И жену подобрал, как у нас говорят, по скачку, которая выше его не прыгнет. Явились они в Засеки, дом отгрохали. К зиме Сухонин договор с «Заготпушниной» заключил и ко мне в напарники подрядился. Тогда я ему и дал щенка от сучки своей, Косматки.
Григорий Ефимович приостановил работу, снял нагар со свечи сырыми, красными от сукровицы пальцами. И язычке огня легонько треснуло, зашипело, и до меня донесло запах паленой шерсти и парной крови. Тошнота занудила нутро, и я опустил голову.
Охотник пододвинул свечу ближе к себе, бормотнул что-то насчет зрения, которое якобы слабнет, и вообще, мол, скоро его, такого липового охотника, из лесу гнать и на мыло переделывать надо. После такого высказывания о себе он снова принялся за работу и повел разговор дальше:
— Промысел таежный не поглянулся Сухонину. Дело ведь это не такое уж фартовое, как о нем молва идет. Озолотеть тут не озолотеешь, а вот ревматизм, грыжу либо еще чего в таком роде добудешь. Да что тебе рассказывать? Cам испытал. Вон шея не крутится и глаза ввалились. Это за один день. И день-то почти выходной. Куницу одну квелую гоняли. А то ведь пойдет как молонья, да грядой, все грядой… Дух вон — умотаешься. К стану вернуться сил нету. В лесу у няги ночуешь, а что она, няга-то? Один бок греет, другой стынет. Так всю ночь и скоблишься. А ночь-то — двенадцать часиков! Месяцами без бани, без хлеба, без бабы, а заработок стал — хуже некуда. Леса порушены, дичина повыводилась, расценки же прежние. Если на промысловый месяц по кругу сто рублей сойдется — считай, пофартило. А эти сто рублей и на лесопилке можно заработать. Так ведь это дома, в тепле!
О тепле Григорий Ефимович сказал с особой значимостью и упором особым. Я представил себе одинокую ночевку в зимней тайге в такую морозную ночь и оценил эту вот дыроватую, прокопченную избушку, в которой и ходить-то надо согнувшись, и печку жарить беспрестанно.
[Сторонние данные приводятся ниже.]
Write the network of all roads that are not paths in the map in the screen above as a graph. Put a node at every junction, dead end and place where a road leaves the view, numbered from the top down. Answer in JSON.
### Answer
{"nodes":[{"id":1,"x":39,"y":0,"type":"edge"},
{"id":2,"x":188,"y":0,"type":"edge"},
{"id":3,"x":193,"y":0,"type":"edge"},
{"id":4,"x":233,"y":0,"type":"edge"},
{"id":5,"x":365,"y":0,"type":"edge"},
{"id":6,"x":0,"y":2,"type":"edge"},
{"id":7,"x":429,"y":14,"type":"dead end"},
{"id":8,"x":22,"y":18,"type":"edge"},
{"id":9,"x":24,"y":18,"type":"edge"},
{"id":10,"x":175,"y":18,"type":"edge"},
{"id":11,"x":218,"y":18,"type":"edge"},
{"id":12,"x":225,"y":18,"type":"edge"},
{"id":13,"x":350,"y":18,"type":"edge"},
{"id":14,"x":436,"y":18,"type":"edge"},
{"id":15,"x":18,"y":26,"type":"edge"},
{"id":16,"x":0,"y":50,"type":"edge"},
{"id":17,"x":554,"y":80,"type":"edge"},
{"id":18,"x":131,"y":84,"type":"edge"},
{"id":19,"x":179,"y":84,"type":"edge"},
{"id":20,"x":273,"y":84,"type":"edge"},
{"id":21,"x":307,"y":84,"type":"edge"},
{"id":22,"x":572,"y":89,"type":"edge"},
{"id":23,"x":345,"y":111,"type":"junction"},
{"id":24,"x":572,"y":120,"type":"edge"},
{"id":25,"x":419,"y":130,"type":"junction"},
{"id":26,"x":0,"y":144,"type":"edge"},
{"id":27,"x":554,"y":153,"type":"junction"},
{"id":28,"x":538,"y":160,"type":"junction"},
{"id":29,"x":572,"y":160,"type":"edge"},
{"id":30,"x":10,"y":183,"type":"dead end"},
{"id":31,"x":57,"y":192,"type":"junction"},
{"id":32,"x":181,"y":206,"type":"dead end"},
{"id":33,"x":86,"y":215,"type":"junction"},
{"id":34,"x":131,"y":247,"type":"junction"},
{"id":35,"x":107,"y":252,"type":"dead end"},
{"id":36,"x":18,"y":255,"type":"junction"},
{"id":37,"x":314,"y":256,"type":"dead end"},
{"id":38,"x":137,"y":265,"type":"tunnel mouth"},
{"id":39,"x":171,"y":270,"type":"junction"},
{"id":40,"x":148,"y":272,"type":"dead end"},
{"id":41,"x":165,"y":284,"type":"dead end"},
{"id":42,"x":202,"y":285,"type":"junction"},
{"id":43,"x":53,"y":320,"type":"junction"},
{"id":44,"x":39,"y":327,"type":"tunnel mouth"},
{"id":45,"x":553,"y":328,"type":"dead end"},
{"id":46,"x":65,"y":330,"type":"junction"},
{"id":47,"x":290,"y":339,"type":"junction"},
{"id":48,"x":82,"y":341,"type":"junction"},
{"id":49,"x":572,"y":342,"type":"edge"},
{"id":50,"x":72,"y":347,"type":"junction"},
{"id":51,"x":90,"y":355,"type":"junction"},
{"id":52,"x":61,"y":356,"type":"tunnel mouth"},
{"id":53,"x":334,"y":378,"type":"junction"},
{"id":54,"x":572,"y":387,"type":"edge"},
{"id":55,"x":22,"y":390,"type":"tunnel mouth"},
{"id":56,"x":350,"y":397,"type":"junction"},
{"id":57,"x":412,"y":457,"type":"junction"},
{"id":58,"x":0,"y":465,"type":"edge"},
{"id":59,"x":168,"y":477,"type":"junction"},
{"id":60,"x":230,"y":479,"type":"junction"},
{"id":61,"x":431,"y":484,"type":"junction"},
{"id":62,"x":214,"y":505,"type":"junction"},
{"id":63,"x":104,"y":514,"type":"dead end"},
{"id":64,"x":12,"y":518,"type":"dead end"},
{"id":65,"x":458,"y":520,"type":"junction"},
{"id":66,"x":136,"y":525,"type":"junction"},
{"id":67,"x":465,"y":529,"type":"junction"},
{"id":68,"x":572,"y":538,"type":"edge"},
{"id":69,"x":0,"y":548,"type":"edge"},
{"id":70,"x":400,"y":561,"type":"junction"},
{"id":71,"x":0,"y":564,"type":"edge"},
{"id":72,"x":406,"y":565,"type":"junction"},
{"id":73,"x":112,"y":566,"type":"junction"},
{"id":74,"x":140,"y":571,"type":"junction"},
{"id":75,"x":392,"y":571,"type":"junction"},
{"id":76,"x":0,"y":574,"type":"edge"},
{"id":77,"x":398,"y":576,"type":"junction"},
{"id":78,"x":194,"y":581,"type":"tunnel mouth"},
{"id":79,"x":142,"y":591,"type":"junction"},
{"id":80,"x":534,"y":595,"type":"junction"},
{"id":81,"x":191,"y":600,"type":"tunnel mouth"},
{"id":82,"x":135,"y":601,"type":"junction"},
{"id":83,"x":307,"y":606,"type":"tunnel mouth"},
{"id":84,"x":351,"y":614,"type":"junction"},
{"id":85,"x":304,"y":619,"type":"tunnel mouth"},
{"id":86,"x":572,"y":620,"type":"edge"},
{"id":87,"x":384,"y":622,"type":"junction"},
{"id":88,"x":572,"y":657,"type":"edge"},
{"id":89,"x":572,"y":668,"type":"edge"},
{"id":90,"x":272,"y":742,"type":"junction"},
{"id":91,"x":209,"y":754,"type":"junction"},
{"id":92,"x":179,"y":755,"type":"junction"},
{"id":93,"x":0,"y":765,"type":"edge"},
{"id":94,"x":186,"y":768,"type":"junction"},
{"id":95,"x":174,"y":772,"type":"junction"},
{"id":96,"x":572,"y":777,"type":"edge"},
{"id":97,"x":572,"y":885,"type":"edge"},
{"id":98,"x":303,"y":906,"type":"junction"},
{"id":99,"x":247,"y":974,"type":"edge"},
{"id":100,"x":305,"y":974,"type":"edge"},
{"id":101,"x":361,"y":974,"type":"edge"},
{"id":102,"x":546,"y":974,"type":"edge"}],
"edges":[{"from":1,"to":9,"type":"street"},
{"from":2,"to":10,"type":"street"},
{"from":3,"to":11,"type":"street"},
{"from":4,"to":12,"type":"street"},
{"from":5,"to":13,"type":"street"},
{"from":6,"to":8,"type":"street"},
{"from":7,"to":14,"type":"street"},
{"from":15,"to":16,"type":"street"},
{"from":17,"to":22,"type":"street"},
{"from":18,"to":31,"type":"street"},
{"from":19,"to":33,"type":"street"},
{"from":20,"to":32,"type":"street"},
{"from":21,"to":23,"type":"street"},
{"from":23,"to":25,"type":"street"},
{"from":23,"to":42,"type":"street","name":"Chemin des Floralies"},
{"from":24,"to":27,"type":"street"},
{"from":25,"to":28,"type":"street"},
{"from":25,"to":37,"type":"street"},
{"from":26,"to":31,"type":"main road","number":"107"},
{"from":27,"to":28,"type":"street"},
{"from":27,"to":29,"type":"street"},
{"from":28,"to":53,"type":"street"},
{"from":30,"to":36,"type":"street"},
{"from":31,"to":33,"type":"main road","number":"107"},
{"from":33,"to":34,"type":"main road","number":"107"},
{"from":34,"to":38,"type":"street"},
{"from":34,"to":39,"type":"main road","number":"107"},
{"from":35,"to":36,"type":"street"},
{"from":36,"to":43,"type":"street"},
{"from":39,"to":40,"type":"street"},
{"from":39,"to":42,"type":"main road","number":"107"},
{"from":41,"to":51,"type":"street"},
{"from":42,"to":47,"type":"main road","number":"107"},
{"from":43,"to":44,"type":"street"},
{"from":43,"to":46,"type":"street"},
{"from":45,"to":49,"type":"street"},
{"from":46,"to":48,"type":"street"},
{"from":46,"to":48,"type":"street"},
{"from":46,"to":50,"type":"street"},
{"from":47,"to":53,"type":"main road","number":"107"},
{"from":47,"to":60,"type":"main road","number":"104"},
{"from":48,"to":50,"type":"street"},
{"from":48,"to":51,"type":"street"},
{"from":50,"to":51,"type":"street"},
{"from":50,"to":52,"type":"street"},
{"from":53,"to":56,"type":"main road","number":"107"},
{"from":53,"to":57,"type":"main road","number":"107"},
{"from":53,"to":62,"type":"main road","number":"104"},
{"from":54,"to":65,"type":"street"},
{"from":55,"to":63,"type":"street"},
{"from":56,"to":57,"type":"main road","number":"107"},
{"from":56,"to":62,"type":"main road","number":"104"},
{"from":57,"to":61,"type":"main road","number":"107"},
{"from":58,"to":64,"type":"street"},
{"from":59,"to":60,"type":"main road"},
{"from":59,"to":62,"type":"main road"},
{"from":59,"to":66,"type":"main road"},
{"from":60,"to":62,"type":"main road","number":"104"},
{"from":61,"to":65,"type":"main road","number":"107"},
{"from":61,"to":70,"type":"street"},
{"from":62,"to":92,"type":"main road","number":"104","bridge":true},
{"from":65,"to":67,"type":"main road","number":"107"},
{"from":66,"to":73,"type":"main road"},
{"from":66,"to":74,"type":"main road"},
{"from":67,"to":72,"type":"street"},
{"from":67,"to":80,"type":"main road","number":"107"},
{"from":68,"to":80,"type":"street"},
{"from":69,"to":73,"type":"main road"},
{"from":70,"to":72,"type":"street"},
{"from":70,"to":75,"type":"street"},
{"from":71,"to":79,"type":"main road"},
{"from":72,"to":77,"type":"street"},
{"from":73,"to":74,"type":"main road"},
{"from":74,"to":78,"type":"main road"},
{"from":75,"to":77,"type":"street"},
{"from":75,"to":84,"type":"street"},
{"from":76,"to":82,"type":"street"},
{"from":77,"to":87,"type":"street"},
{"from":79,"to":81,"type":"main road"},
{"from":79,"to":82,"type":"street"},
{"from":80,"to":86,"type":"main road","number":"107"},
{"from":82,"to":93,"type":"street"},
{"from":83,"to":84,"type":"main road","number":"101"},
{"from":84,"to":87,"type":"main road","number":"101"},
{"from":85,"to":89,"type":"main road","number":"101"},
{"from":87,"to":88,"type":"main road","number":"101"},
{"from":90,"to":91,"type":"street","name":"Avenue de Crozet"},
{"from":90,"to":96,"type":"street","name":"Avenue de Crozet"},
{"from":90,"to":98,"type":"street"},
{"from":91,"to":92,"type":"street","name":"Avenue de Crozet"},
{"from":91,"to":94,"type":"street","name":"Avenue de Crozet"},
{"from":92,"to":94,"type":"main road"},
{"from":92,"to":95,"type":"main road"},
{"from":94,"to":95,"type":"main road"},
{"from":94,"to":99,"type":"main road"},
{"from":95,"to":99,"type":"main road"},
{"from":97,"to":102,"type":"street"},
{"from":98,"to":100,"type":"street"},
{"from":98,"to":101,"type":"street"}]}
Я ровно бы впервые оглядел таежное прибежище. И не знаю уж почему, но в его первобытности, в этих шершавых бревнах с почерневшим в пазах мхом, в дымящей всеми щелями печке, в. полуслепом окошке, в притоптанной земле, не ровной от узлов и корней, простеживших пол в избушке вдоль и поперек, в нарах, сооруженных из жердей, в деревянных штырях, заменяющих гвозди и вешалки, — во всей этой бесхитростной избушке, пахнущей дымом и смолою, где каждая вещь была необходима, мне открылись свой смысл, своя жизнь, не забарахленная мелочами, праздными словами и зачастую никому не нужной суетой.
Мною овладело чувство зависти, очень странной, самого меня удивившей зависти к тем, кто жил вдали от великих тревог нашего века, от дум, постоянно угнетающих людей, прежде времени их старящих, от душевной смуты, от изнурения повседневного, еще в утробе передающегося будущим людям, нашим детям.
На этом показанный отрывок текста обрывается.